Global air passenger traffic up 8.6pc
Geneva, April 3, 2012
Global air traffic showed an 8.6 per cent improvement in passenger demand and a 5.2 per cent rise in cargo demand in February this year compared to the same month in the previous year, International Air Transport Association (Iata) said.
Several factors inflated February 2012 results and distorted comparisons with the year-ago period. These included weaker traffic during the Arab Spring a year ago and the occurrence of Carnival in Brazil in February, a month earlier than in 2011.
Middle East carriers posted 23.4 per cent international growth which is distorted by the poor performance in February 2011 owing to the impact of the Arab Spring. Capacity growth stood at 16.1 per cent. Average load factors for the region showed the most dramatic improvement to 76.9 per cent in February 2012 compared to 72.4 per cent in the previous year.
Stripping out the distortions, Iata estimates that the region has now fully recovered.
Cargo demand was also subject to positive distortion by the occurrence of Chinese New Year in January which pushed some deliveries into February. When comparing to January 2012 levels, the picture becomes much more moderate, with passenger demand growing by 0.4 per cent and cargo demand declining by 1.2 per cent.
Global passenger capacity expanded by 7.4 per cent compared to previous-year levels, lagging behind the 8.6 per cent increase in demand. This has had a positive impact on load factors, which airlines have maintained at 75.3 per cent - better than the 74.4 per cent recorded in February 2011.
Freight demand continued to be relatively stable. This trend started to develop in September 2011 and is consistent with improvements in business confidence.
“The outlook is fragile. Improvements in business confidence slowed in February. This will limit the potential for business class travel growth and it implies that an uptick for cargo is not imminent. At the same time, airlines trying to recoup rising fuel costs could risk reduced volumes on price sensitive market segments. Weak economic conditions and rising fuel costs are a double-whammy that an industry anticipating a 0.5 per cent margin can ill-afford,” said Tony Tyler, Iata’s director general and CEO.
Cargo growth was led by Middle East carriers with an 18.2 per cent increase in demand which was matched exactly with an 18.2 per cent increase in capacity.
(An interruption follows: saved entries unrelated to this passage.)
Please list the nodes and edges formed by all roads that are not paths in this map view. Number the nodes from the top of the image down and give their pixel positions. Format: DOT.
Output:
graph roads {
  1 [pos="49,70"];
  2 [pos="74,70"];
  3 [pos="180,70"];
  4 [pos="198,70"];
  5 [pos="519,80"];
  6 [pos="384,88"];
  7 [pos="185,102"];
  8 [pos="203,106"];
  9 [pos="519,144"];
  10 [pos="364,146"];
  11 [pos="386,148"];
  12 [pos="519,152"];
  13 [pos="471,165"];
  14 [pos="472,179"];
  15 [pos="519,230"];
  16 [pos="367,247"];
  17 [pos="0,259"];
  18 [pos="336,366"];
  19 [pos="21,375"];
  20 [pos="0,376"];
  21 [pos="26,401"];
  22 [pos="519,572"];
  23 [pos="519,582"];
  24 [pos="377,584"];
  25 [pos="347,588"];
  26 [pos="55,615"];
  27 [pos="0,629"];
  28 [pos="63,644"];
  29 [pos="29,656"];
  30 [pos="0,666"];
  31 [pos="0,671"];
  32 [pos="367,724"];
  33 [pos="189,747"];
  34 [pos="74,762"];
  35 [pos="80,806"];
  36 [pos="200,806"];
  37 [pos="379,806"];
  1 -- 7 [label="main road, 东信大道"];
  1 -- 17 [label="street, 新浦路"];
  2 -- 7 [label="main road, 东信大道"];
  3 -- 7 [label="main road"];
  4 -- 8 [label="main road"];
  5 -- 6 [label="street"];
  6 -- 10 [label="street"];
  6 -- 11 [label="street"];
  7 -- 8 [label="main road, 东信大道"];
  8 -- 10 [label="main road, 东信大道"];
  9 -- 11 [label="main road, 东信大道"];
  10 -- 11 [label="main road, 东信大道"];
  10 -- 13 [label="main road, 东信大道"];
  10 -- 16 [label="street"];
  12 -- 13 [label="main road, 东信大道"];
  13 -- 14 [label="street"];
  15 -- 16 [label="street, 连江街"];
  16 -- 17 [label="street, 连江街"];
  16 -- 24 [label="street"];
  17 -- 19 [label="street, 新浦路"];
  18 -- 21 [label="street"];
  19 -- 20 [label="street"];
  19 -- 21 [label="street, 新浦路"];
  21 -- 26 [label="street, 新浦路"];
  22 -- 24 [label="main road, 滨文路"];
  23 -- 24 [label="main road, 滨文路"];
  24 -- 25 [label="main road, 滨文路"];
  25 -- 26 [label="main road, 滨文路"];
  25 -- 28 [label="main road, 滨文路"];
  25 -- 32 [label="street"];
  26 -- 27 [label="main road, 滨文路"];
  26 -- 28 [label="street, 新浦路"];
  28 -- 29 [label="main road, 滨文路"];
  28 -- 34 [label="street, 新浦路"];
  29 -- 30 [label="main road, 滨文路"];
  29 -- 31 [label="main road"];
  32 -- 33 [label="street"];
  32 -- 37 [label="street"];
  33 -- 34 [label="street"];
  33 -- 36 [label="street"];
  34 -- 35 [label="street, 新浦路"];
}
The largest volume contributor to February’s growth, however, was the Asia-Pacific region which posted a 10.2 per cent year-on-year gain.
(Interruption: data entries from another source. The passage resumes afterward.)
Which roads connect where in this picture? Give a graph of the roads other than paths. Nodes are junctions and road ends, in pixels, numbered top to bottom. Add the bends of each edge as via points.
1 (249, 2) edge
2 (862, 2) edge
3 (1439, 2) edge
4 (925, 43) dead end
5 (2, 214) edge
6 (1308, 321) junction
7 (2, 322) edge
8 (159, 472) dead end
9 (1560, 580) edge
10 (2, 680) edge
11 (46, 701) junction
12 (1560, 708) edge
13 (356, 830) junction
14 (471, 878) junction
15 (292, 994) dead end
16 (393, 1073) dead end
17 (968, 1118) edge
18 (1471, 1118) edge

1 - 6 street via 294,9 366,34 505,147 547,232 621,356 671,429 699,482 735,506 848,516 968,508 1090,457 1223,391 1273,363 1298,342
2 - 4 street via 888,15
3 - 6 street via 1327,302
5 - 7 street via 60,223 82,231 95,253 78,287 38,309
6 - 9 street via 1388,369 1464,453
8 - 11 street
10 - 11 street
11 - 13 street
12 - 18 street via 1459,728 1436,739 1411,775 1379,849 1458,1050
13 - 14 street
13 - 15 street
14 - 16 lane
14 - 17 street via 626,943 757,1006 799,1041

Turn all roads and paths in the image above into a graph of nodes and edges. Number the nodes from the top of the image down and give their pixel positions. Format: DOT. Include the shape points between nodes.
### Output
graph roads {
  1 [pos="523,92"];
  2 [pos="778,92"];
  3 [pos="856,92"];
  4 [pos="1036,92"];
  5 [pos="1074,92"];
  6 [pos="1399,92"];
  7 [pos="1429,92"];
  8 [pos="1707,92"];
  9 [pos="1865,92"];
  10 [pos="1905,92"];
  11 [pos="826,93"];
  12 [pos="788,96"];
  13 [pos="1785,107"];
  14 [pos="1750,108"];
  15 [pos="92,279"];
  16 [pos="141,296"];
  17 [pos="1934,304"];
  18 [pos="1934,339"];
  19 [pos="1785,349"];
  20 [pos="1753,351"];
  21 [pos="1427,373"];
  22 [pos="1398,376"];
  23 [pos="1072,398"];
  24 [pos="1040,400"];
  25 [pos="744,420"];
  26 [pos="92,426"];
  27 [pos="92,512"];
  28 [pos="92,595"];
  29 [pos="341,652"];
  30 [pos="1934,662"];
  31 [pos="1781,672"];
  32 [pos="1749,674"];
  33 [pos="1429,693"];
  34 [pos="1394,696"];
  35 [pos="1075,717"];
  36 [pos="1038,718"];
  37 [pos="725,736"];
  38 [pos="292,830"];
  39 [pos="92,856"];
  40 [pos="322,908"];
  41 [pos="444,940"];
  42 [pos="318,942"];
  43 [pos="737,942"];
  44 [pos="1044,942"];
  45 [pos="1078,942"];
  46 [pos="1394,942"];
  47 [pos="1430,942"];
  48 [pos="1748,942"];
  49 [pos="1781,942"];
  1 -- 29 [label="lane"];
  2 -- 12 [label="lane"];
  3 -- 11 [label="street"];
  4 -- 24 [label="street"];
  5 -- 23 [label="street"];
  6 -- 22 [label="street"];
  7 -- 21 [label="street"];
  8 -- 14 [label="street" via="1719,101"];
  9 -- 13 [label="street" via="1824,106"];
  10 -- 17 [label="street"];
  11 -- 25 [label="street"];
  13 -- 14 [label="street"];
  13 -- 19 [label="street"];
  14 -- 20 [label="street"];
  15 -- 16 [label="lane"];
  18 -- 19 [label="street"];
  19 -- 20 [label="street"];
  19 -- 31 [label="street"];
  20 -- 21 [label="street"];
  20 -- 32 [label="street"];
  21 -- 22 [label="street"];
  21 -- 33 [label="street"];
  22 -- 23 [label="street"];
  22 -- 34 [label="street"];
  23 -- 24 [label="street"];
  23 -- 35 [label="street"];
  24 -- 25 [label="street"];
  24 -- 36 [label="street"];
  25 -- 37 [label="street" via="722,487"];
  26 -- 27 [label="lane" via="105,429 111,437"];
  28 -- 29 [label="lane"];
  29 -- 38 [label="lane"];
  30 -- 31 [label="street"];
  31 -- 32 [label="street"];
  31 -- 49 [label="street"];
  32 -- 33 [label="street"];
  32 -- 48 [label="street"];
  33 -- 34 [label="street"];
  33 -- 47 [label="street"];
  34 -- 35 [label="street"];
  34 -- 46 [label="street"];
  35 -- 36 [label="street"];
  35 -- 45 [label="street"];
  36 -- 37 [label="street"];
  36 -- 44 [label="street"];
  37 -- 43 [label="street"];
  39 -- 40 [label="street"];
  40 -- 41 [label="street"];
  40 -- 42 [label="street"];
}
“We are ending the first quarter with a considerable amount of uncertainty. While the threat of a European financial meltdown seems more remote than it did only a few months ago, the political risks that aviation faces are growing. The rapid increase in the price of oil is already biting hard. The UK is increasing the onerous Air Passenger Duty. Europe is adding to the burden with the inclusion of international aviation in its emissions trading scheme—the extra-territorial aspects of which are creating the possibility of a trade war that nobody can afford.
'The exact conditions vary from country to country, but around the world we see ill-conceived policy initiatives that over-regulate, excessively tax or otherwise restrain the aviation industry. This prevents it from being the catalyst for economic growth that it can be,” said Tyler.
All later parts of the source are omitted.